Unfortunately, the past is not a perfect indicator of the future. On October 18, 1987, for example, two-month S&P futures contracts fell by 29%. Under a lognormal hypothesis, with annualized volatility of 20% (approximately the historical volatility on this security), this would have been a –27 standard deviation event. In other words, the probability of such an event occurring would have been 10-160. This is such a remote probability that it would be virtually impossible for it to happen . On October 13, 1989 the S&P 500 fell about 6%, which under the above assumptions would be a five standard deviation event. A five standard deviation event would only be expected to occur once every 14,756 years. Hence VaR that uses history or known assumptions based on past patterns are not a full-proof measure as people tend not to be able to anticipate a future they have never personally experienced.

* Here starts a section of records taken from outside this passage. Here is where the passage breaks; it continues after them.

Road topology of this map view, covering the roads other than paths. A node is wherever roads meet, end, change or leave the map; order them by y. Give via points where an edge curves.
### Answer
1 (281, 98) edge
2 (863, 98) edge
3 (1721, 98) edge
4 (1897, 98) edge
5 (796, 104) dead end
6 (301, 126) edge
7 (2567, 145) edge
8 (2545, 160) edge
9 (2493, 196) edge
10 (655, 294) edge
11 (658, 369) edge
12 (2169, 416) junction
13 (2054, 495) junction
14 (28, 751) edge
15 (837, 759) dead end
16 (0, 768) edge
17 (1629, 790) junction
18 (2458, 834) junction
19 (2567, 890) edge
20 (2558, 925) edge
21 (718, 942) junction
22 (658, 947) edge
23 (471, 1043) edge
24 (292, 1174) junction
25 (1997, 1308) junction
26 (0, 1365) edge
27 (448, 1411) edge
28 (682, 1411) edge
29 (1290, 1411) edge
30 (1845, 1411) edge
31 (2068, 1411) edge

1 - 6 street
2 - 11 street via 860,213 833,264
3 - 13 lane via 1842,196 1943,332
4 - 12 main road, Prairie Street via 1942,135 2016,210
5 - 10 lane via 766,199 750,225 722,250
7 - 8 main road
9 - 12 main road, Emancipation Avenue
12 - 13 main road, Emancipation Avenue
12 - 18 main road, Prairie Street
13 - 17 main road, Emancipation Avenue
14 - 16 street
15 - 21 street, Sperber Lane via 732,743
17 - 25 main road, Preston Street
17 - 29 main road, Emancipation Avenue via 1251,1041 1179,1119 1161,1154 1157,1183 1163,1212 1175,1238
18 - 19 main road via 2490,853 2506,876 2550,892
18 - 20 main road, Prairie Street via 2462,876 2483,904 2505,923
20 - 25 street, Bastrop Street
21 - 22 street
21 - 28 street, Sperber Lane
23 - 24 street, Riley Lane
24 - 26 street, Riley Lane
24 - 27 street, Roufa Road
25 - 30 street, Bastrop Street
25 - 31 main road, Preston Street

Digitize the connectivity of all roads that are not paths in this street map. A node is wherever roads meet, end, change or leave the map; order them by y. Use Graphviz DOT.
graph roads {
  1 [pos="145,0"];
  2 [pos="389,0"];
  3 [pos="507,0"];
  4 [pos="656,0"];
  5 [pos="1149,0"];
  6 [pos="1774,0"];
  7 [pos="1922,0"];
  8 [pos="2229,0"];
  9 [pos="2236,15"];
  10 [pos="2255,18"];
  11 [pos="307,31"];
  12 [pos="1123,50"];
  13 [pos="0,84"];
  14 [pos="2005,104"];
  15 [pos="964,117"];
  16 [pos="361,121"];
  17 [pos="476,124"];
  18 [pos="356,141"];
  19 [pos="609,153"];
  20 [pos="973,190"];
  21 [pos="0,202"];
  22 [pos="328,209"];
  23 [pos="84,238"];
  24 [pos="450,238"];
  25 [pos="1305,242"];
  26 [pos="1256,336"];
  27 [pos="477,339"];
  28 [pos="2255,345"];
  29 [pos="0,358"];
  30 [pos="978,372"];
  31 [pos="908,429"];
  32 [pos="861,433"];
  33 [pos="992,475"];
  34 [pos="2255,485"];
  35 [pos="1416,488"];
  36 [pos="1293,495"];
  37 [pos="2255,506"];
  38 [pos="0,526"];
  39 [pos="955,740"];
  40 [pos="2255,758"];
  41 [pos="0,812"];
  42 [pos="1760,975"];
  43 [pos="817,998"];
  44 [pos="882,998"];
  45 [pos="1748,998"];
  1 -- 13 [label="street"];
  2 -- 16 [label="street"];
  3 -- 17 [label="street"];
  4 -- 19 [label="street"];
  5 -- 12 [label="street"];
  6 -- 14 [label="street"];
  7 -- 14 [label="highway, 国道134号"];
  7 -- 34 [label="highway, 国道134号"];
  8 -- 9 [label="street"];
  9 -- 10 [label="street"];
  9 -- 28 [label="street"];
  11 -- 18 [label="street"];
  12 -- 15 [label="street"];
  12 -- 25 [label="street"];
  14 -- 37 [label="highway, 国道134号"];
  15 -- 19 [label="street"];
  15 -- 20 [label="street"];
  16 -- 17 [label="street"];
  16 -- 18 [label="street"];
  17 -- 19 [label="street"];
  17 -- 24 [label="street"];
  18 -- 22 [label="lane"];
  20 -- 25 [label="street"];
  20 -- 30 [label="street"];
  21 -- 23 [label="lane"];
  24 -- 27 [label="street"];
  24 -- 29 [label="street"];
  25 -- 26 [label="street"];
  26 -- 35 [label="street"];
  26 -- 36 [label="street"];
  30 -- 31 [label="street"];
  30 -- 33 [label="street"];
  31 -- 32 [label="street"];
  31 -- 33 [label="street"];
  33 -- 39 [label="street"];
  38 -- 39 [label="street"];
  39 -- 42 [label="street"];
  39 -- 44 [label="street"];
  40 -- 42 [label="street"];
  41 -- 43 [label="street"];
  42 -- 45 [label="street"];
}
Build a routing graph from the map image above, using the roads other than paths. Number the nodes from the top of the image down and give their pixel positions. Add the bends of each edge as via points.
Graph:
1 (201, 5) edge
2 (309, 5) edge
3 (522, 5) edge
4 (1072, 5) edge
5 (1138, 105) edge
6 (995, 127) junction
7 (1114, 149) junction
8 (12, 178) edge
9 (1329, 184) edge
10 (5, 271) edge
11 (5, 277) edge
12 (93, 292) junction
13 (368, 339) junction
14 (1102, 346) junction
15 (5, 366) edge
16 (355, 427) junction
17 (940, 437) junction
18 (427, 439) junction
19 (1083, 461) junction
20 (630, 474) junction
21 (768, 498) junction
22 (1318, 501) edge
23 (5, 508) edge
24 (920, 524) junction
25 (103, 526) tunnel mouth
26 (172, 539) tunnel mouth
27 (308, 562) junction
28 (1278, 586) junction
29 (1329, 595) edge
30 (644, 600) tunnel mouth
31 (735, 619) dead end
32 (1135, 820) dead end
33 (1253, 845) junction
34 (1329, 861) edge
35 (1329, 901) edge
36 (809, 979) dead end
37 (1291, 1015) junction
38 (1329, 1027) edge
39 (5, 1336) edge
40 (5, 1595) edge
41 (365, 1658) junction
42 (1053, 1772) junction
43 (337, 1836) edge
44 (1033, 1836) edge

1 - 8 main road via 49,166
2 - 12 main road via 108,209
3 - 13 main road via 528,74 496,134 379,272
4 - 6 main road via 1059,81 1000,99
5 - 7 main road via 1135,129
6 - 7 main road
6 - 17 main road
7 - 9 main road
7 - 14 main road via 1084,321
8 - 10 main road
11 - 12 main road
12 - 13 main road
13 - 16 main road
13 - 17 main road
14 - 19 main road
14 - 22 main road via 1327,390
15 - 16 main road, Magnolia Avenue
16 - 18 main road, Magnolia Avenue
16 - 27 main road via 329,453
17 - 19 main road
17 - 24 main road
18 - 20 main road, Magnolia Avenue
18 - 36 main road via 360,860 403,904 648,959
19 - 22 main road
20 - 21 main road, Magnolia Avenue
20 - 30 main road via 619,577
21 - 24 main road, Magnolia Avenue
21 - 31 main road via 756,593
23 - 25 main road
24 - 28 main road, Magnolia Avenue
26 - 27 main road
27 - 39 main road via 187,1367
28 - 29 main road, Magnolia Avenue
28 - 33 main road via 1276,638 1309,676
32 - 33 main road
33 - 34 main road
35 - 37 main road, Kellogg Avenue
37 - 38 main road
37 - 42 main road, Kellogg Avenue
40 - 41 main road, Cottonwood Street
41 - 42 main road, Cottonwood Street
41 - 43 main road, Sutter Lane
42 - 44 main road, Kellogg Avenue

Prior to 2008 debacle, all the triple-A-rated mortgage-backed securities churned out by Wall Street firms and that turned out to be little more than junk because VaR generally relied on a tame two-year data history to model a wildly different environment. It’s like the historic data only has rainstorms and then a tornado hits. “The years 2005-2006, which were the culmination of the housing bubble weren’t a very good universe for predicting what happened in 2007-2008”: this was one of Alan Greenspan’s primary excuses when he made his mea culpa for the financial crisis before Congress.

A false sense of security

Since the financial crisis of 2008, there has been a great deal of talk, even in quant circles, that this widespread institutional reliance on VaR was a terrible mistake. At the very least, the risks that VaR measured did not include the biggest risk of all: the possibility of a financial meltdown of 2008 or any financial crises of the preceding years. VaR has been relatively ineffective tool as a risk-management tool for firms to side-step potentially catastrophic moments in history. It usually creates a false sense of security among senior managers and watchdogs just like an air bag (of a car) that works all the time, except when you have a car accident. Regulators sleep soundly in the knowledge that, thanks to VaR, they have the whole risk thing under control. Even FI boards who hear a VaR number once or twice a year and if it sounds good are lulled into sleep. It is the placebo effect at work where people like to have one number they can believe in.

Can be gamed

It turns out that VaR could be gamed as it creates a perverse incentive to take more risks amongst banks reporting their VaRs. To motivate managers, the banks began to compensate them not just for making big profits but also for making profits with low risks (seemingly). Thus, managers began to manipulate the VaR by loading up asymmetric risk positions. These are products or contracts that, in general, generate small gains and very rarely have losses. But when they do have losses, they are huge. A good example is a credit-default swap, which is essentially insurance that a particular company won’t default. The gains made from selling credit-default swaps are small and steady — and the chance of ever having to pay off that insurance was assumed to be minuscule. It was outside the 99 percent probability, so it didn’t show up in the VaR number. Thus VaR gives cover to such trades that make slow, steady profits — and then eventually quickly spiral downward for a giant, brutal loss.


Blind to BlackSwans

Nassim Nicholas Taleb propounded ‘black swans’ as unexpected events of large magnitude and consequence and their dominant role in history. Such events, considered extreme outliers, collectively play vastly larger roles than regular occurrences. Risk management tools like VaR cannot credibly gauge the kind of extreme events that destroy capital and create a liquidity crisis — precisely the moment when you need cash on hand. The essential reason for this is that the greatest risks are never the ones you can see and measure, but the ones you can’t see and therefore can never measure. The ones that seem so far outside the boundary of normal probability that you can’t imagine they could happen in your lifetime — even though, of course, they do happen. The experience of LTCM is a case in point. More recently the Best Picture faux pas at the Oscars was also a black swan event.

Leverage ignored

VaR does not properly account for leverage that was employed through the use of options. For example if an asset manager borrows money to buy shares of a company, the VaR would usually increase. But say he instead enters into a contract that gives someone the right to sell him those shares at a lower price at a later time — a put option. In that case, the VaR might remain unchanged. From the outside, he would look as if he were taking no risk, but in fact, he is.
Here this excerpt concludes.